TASK DIRECTIONS
Scan the data. Collect each line that contains the word "Macartney".

Start of Block

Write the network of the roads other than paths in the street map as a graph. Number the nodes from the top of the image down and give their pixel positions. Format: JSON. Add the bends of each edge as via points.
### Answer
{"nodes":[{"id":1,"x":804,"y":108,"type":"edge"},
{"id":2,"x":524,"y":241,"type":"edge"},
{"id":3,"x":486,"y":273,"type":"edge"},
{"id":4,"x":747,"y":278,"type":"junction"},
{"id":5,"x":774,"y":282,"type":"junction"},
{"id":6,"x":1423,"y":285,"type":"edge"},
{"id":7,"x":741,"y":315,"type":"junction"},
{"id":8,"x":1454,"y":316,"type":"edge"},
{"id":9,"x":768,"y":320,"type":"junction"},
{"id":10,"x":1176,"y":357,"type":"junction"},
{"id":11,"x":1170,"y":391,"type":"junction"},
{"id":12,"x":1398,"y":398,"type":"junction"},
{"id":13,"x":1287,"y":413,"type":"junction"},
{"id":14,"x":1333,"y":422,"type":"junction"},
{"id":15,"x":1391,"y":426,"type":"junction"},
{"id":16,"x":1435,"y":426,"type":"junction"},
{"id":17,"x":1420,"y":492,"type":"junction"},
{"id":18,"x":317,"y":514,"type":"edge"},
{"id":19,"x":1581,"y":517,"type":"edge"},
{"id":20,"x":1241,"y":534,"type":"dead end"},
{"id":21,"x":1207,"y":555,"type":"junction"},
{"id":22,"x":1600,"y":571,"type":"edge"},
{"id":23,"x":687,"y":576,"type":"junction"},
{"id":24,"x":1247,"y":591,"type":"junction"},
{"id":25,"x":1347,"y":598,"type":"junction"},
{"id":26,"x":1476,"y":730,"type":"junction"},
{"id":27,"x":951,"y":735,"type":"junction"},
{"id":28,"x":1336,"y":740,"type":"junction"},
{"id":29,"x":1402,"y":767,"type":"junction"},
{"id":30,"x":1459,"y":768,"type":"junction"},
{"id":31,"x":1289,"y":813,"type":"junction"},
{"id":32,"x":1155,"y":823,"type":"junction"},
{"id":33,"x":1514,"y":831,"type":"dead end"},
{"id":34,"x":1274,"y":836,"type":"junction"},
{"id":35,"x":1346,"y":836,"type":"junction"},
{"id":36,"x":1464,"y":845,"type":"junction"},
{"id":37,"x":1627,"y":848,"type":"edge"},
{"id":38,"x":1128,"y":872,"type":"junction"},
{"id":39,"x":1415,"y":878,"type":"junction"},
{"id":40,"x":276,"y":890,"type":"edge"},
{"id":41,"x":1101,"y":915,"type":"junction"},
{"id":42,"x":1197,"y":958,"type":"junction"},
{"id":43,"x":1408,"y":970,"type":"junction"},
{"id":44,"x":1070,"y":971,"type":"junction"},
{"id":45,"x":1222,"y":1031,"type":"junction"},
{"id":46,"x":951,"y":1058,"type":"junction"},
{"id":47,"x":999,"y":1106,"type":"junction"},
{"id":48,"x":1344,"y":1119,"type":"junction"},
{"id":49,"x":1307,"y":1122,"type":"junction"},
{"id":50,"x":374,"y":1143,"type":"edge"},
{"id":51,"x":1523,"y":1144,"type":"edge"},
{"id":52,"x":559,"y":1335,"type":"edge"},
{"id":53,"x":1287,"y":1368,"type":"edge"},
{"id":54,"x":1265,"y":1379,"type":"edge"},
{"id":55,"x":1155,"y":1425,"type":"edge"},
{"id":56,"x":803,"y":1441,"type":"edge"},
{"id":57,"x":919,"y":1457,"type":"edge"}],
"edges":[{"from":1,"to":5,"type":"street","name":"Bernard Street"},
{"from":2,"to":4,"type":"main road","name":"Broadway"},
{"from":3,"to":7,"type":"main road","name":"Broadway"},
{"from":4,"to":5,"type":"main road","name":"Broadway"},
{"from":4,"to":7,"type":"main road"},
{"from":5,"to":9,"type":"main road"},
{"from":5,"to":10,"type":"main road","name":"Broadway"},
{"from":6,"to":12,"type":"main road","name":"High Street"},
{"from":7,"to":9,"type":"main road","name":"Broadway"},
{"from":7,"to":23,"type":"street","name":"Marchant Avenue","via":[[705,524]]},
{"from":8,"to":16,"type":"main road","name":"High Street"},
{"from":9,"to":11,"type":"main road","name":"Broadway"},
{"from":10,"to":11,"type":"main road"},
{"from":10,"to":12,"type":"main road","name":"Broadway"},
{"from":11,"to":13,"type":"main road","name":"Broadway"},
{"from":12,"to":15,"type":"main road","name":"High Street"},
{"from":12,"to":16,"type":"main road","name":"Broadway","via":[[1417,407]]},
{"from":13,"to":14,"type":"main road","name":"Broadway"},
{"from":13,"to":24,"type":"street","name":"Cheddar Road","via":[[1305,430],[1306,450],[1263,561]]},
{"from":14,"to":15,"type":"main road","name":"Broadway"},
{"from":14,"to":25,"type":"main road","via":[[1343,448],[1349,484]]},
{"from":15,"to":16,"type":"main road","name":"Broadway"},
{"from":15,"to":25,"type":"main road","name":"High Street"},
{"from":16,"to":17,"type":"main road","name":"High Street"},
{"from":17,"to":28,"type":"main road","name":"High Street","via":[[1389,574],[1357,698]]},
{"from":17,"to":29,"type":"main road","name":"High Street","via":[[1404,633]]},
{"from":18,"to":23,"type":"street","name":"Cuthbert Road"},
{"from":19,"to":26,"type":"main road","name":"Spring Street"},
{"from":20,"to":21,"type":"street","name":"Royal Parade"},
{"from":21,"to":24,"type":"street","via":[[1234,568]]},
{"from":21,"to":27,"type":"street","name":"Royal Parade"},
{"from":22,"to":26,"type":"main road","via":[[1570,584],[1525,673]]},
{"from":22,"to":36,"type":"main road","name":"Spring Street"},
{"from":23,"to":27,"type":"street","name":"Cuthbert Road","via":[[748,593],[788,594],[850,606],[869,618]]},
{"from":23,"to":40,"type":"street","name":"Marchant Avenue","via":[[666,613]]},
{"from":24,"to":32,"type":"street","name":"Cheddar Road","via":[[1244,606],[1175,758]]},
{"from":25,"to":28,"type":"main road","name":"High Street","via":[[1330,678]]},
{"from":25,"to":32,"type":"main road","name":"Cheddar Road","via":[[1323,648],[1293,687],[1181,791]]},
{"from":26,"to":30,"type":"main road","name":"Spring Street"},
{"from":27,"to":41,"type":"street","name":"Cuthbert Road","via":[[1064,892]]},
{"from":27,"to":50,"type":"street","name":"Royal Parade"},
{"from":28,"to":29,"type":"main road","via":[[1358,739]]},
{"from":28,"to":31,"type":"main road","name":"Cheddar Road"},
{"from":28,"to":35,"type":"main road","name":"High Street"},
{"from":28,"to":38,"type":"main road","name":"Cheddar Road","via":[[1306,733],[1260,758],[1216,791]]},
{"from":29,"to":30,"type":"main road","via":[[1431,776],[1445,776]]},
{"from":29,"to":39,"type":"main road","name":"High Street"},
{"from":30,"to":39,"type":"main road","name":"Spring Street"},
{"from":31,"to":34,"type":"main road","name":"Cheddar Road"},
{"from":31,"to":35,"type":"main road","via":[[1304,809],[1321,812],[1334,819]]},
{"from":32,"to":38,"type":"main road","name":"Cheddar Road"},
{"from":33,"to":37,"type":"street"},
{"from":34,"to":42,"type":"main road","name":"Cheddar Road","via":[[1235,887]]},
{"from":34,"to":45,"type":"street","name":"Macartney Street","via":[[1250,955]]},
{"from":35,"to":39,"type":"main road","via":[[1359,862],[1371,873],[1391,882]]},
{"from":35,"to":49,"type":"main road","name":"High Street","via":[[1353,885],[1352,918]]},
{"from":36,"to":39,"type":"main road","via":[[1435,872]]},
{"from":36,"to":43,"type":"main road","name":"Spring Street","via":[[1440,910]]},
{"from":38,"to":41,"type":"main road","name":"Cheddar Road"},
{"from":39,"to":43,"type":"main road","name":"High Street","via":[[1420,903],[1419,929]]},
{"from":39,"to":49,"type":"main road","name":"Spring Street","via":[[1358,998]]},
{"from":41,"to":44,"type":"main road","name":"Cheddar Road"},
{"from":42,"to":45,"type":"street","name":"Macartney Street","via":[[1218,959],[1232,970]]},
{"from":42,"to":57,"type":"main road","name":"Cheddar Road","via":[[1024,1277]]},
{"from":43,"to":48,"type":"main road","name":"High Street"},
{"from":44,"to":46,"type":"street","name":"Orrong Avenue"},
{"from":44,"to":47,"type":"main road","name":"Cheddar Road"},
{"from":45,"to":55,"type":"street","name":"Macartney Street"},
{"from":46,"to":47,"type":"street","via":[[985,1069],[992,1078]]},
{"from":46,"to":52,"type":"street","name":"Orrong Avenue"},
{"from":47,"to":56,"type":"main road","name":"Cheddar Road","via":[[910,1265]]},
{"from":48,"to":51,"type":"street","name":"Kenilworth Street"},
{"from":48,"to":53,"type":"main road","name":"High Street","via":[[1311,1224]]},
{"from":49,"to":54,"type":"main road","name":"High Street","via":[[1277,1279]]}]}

End of Block

FINISHED TASK
{"from":34,"to":45,"type":"street","name":"Macartney Street","via":[[1250,955]]},
{"from":42,"to":45,"type":"street","name":"Macartney Street","via":[[1218,959],[1232,970]]},
{"from":45,"to":55,"type":"street","name":"Macartney Street"},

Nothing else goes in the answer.